→ Activity
A faithful, complete copy of the entries below is required, with images removed.

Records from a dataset
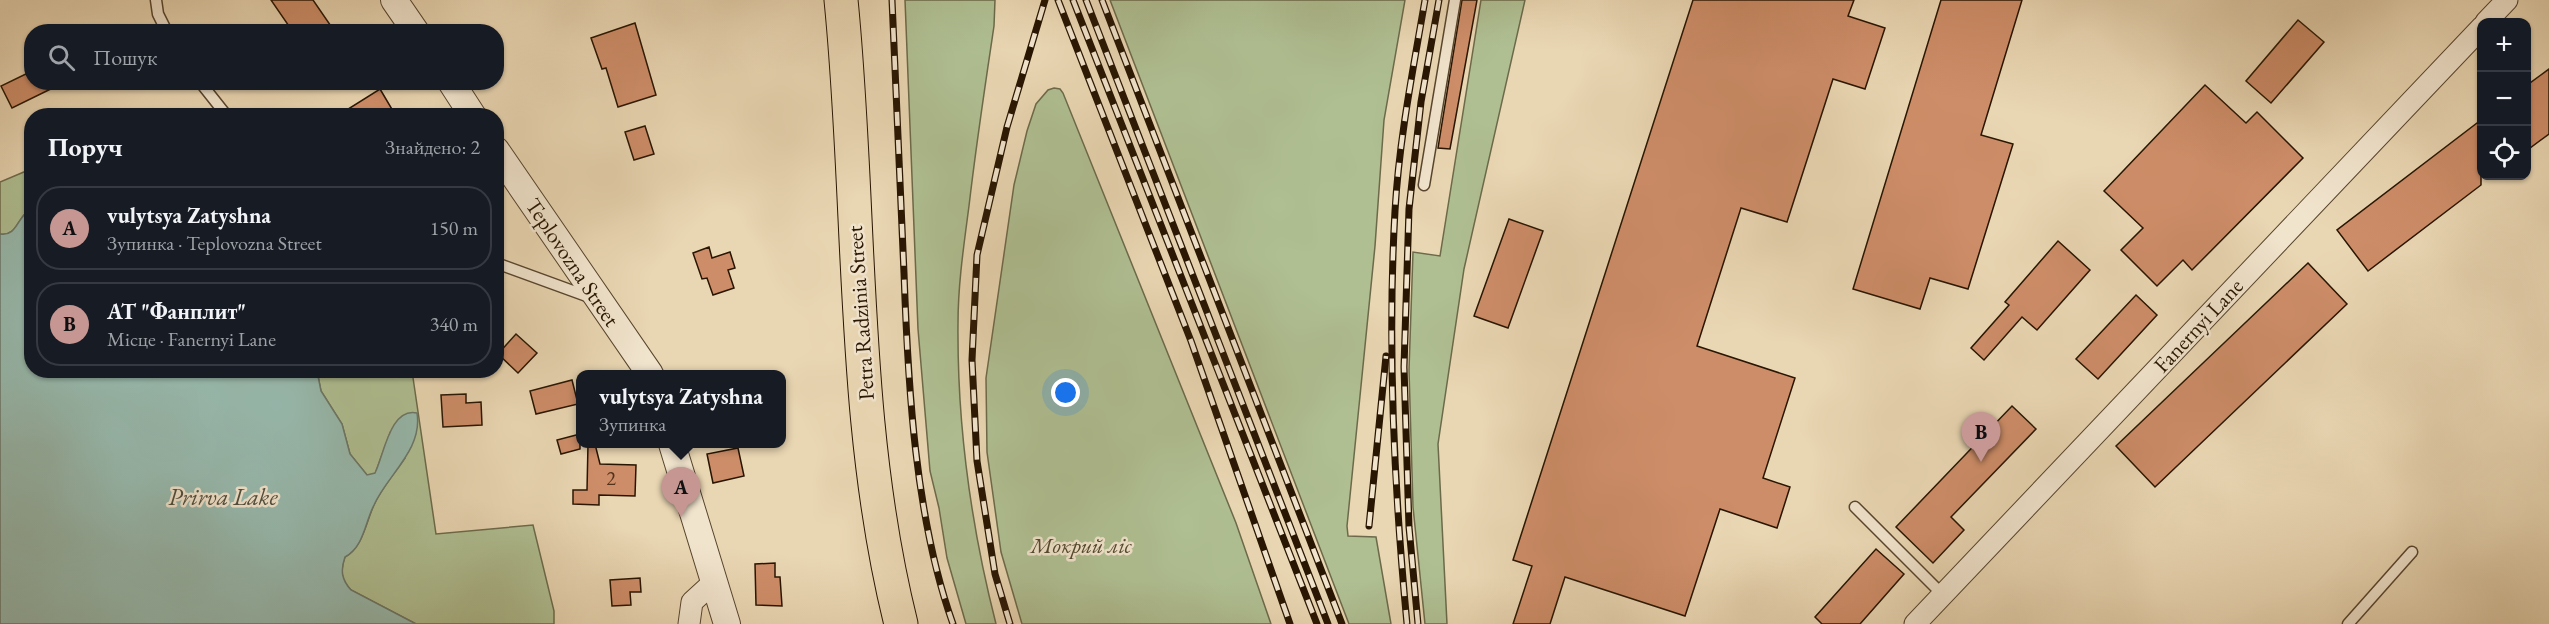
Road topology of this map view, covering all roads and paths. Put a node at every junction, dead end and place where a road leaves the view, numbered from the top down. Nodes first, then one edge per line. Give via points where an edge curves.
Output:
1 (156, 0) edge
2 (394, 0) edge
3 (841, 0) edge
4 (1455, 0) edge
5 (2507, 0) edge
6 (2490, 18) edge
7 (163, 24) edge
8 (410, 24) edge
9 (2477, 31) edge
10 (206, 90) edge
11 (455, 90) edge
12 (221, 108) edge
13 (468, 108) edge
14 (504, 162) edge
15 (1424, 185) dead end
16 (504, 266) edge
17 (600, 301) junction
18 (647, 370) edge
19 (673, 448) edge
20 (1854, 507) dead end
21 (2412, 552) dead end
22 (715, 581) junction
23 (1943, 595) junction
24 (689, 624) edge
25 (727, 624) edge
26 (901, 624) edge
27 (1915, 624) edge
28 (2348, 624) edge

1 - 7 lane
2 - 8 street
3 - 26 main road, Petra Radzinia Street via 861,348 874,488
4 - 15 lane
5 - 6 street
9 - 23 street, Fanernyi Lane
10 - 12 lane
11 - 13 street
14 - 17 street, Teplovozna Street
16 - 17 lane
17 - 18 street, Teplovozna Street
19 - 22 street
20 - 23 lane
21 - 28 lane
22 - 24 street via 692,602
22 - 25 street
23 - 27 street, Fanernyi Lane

→ Response to the task
Road topology of this map view, covering all roads and paths. Put a node at every junction, dead end and place where a road leaves the view, numbered from the top down. Nodes first, then one edge per line. Give via points where an edge curves.
Output:
1 (156, 0) edge
2 (394, 0) edge
3 (841, 0) edge
4 (1455, 0) edge
5 (2507, 0) edge
6 (2490, 18) edge
7 (163, 24) edge
8 (410, 24) edge
9 (2477, 31) edge
10 (206, 90) edge
11 (455, 90) edge
12 (221, 108) edge
13 (468, 108) edge
14 (504, 162) edge
15 (1424, 185) dead end
16 (504, 266) edge
17 (600, 301) junction
18 (647, 370) edge
19 (673, 448) edge
20 (1854, 507) dead end
21 (2412, 552) dead end
22 (715, 581) junction
23 (1943, 595) junction
24 (689, 624) edge
25 (727, 624) edge
26 (901, 624) edge
27 (1915, 624) edge
28 (2348, 624) edge

1 - 7 lane
2 - 8 street
3 - 26 main road, Petra Radzinia Street via 861,348 874,488
4 - 15 lane
5 - 6 street
9 - 23 street, Fanernyi Lane
10 - 12 lane
11 - 13 street
14 - 17 street, Teplovozna Street
16 - 17 lane
17 - 18 street, Teplovozna Street
19 - 22 street
20 - 23 lane
21 - 28 lane
22 - 24 street via 692,602
22 - 25 street
23 - 27 street, Fanernyi Lane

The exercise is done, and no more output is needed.